Kernel Group Holdings, Inc. Announces Charter and Trust Agreement Amendments and Intention to Extend the Deadline to Complete a Business Combination to August 5, 2024
February 06 2024 - 4:26PM
Kernel Group Holdings, Inc. (NASDAQ: KRNLU, KRNL, KRNLW)
(“
KRNL” or the “
Company”), a
special purpose acquisition company, announced today that its
shareholders approved amendments to its charter and trust agreement
to change the structure and cost of how KRNL can obtain extensions
to the deadline to complete its initial business combination and
that KRNL obtained the first of up to six 1-month extensions of the
deadline - from February 5, 2024 to March 5, 2024.
KRNL’s shareholders, at an extraordinary general
meeting of its shareholders held on February 1, 2024, approved
amendments to KRNL’s Amended and Restated Articles of Association
(the “Charter Amendment”) and KRNL’s Investment
Management Trust Agreement dated February 5, 2021 with Continental
(the “Trust Agreement Amendment”) to change how
KRNL can obtain extensions to the previously applicable February 5,
2024 (the “Termination Date”) deadline to complete
its initial business combination. The amendments allow KRNL to
extend the date to consummate a business combination on a monthly
basis for up to six times by an additional one month each time
after the Termination Date, until August 5, 2024.

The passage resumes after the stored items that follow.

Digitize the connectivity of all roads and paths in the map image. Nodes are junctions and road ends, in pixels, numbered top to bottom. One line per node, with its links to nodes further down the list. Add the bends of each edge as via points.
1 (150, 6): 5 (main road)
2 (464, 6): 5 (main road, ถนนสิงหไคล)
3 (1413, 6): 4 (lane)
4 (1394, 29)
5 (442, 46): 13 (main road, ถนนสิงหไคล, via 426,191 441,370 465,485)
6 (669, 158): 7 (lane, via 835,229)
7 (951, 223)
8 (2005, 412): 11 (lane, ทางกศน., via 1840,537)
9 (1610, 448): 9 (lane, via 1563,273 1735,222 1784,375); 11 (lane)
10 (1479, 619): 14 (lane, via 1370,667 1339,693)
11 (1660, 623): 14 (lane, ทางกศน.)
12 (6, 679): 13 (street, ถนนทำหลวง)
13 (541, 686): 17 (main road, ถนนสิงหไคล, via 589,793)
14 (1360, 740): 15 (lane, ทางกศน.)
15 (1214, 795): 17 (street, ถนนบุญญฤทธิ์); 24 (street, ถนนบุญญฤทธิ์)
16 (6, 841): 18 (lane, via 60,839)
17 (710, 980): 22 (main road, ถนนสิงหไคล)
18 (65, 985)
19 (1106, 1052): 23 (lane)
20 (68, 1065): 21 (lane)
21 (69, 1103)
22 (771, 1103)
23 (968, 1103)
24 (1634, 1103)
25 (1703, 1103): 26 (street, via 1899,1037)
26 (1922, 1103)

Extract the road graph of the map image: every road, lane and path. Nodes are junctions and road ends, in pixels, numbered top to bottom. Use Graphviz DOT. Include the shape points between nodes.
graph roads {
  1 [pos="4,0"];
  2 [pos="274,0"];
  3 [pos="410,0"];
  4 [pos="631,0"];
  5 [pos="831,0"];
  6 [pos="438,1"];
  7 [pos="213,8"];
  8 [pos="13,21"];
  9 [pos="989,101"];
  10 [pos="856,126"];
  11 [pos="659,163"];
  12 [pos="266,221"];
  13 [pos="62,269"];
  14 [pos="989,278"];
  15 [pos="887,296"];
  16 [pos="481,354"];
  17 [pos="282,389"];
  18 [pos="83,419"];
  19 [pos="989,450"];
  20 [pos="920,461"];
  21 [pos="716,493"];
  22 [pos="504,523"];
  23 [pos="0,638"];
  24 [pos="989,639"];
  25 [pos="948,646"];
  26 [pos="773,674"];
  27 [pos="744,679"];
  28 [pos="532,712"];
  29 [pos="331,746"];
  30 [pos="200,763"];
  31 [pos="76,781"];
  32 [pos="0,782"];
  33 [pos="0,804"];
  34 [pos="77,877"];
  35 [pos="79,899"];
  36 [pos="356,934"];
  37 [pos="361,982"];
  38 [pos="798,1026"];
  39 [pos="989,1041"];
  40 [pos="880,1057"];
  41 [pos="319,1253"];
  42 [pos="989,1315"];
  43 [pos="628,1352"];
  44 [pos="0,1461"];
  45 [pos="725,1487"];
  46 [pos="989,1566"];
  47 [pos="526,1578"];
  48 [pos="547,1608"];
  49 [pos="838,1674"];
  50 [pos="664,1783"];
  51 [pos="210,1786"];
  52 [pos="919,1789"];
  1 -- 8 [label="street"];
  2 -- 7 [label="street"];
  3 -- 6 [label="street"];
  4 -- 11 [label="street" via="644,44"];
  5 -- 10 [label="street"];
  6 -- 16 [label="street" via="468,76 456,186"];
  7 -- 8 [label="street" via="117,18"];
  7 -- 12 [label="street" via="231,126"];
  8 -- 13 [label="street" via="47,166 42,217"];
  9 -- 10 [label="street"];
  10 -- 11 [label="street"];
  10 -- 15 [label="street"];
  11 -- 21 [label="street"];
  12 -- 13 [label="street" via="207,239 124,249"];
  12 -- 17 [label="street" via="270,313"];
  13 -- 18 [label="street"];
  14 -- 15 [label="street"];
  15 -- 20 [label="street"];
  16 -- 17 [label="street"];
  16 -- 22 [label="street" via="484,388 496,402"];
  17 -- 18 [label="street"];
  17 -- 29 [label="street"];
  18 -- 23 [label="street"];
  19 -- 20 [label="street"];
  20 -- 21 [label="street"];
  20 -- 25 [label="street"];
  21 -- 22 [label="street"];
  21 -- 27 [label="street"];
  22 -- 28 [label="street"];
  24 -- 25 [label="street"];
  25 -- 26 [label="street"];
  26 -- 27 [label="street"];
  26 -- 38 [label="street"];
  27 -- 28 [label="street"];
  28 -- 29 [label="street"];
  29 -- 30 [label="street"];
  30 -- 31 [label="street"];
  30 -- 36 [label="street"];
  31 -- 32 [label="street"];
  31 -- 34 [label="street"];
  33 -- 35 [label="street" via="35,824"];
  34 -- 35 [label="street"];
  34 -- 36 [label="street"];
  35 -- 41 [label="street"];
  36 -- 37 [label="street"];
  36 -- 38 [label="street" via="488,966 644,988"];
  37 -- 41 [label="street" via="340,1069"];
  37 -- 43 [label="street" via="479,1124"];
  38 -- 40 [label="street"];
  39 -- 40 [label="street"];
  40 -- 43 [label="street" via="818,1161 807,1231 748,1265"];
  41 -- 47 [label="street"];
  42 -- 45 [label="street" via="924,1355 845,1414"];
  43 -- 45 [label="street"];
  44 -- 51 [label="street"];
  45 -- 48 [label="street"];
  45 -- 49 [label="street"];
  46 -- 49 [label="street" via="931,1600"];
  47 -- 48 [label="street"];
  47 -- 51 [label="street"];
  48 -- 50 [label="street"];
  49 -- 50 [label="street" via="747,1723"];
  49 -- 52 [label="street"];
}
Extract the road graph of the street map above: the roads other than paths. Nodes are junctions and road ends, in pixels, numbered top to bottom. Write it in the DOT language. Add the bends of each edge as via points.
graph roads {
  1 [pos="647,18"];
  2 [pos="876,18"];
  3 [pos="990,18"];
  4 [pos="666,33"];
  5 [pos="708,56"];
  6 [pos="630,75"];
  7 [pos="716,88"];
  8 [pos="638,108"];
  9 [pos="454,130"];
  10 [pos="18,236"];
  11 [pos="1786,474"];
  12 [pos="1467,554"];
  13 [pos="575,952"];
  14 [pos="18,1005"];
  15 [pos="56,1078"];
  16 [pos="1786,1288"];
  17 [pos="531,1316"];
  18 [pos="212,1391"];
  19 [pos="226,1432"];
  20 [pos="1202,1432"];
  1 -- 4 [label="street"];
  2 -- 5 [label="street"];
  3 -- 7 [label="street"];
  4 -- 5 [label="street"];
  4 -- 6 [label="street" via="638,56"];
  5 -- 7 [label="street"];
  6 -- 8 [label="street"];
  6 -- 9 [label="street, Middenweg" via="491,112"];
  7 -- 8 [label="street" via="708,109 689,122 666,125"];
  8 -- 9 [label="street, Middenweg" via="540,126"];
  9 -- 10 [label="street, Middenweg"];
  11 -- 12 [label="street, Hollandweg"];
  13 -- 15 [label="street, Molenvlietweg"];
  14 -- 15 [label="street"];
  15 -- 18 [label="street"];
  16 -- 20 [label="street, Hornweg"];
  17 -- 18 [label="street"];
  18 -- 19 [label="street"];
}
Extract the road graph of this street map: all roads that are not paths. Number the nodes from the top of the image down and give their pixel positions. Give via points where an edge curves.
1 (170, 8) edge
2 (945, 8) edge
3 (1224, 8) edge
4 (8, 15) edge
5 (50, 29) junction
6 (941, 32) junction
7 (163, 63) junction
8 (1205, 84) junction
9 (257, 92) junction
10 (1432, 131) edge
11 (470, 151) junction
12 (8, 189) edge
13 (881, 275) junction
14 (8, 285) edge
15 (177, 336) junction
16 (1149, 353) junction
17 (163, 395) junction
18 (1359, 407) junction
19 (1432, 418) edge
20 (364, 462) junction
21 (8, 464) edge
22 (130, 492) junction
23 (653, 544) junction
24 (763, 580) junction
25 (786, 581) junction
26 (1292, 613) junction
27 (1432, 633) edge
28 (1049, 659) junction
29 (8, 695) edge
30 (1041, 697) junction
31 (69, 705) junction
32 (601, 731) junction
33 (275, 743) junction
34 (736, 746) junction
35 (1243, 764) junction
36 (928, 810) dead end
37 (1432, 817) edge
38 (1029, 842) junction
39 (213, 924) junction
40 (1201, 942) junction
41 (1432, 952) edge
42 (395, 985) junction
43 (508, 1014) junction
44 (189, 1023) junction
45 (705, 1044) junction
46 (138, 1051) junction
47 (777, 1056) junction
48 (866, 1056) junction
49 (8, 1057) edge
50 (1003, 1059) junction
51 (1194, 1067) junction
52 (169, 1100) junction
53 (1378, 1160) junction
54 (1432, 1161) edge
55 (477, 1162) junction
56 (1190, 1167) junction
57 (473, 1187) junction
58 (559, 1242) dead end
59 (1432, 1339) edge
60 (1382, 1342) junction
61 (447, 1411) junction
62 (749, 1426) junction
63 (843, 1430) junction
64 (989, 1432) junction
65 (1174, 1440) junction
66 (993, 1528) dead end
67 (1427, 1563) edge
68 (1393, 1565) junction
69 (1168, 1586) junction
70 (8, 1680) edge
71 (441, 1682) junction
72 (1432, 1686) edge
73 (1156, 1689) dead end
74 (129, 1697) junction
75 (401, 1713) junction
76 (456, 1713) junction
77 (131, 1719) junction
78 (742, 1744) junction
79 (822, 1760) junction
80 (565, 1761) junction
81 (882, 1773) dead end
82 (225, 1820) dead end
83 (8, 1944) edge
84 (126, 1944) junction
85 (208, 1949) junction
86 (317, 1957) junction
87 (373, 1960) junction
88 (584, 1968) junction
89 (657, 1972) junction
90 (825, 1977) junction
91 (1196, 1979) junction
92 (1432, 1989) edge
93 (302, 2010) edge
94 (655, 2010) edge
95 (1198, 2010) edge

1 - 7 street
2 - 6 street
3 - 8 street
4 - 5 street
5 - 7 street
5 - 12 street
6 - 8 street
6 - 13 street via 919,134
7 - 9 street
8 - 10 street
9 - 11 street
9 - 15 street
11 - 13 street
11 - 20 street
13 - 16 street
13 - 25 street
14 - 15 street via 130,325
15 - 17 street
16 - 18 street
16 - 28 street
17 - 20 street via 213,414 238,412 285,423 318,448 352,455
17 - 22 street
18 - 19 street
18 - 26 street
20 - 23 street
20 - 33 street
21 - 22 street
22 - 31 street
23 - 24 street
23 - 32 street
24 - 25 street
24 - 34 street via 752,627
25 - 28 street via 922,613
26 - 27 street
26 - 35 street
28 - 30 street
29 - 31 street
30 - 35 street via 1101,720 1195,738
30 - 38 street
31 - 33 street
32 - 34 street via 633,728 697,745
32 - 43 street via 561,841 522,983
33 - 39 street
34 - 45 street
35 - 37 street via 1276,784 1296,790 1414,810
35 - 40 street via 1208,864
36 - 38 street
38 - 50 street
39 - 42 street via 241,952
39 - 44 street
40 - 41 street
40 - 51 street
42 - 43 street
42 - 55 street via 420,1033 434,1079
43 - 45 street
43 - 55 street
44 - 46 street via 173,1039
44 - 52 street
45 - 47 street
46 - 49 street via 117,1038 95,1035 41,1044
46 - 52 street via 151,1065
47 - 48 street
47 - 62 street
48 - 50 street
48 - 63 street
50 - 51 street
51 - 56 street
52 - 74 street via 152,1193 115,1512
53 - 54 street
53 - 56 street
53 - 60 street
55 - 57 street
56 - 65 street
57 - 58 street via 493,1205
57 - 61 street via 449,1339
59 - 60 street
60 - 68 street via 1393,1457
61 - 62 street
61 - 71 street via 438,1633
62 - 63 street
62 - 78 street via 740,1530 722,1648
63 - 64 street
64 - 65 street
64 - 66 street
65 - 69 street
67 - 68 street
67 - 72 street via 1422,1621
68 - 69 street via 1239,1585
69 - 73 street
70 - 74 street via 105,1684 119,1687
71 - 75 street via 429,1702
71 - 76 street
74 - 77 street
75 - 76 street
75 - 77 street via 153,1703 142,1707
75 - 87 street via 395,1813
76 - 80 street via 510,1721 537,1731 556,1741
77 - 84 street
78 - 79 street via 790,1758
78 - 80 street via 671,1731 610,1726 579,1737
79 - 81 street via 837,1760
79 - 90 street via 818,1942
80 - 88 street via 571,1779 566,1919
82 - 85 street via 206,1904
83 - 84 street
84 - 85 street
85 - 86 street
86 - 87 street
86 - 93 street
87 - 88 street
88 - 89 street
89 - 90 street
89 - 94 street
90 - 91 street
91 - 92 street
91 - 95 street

The Charter Amendment triggered a right of
KRNL’s public shareholders to demand the redemption of their public
shares out of funds held in the Trust Account. Holders of 5,806,608
public shares properly requested redemption leaving 509,341 public
shares outstanding. After payment of the redemption price to the
redeeming public shareholders of approximately $10.80 per share for
an aggregate of $62.7 million, KRNL will have approximately $5.5
million left in its trust account.
In connection with the amendments, KRNL notified
Continental Stock Transfer and Trust Company that it intends to
obtain the first extension.
Cautionary Statement Regarding Forward-Looking
Statements
Certain statements in this press release are
“forward-looking statements” within the meaning of Section 21E of
the Securities Exchange Act of 1934, as amended, and are subject to
the safe harbor created thereby. In some cases, forward-looking
statements can be identified by terminology such as “may,” “will,”
“could,” “would,” “should,” “expect,” “plan,” “anticipate,”
“intend,” “believe,” “estimate,” “predict,” “potential,” “outlook,”
“guidance” or the negative of those terms or other comparable
terminology. These statements are based on the current beliefs and
expectations of the Company’s management and are subject to
significant risks and uncertainties. Because these forward-looking
statements involve risks and uncertainties, there are important
factors that could cause future events to differ materially from
those in the forward-looking statements, many of which are outside
of the Company’s control. These factors include, but are not
limited to, a variety of risk factors affecting the Company’s
business and prospects, see the section titled “Risk Factors” in
the Company’s Prospectus filed with the SEC on February 4, 2021 and
subsequent reports filed with the SEC, as amended from time to
time. Any forward-looking statements are made only as of the date
hereof, and unless otherwise required by applicable securities
laws, the Company disclaims any intention or obligation to update
or revise any forward-looking statements, whether as a result of
new information, future events or otherwise.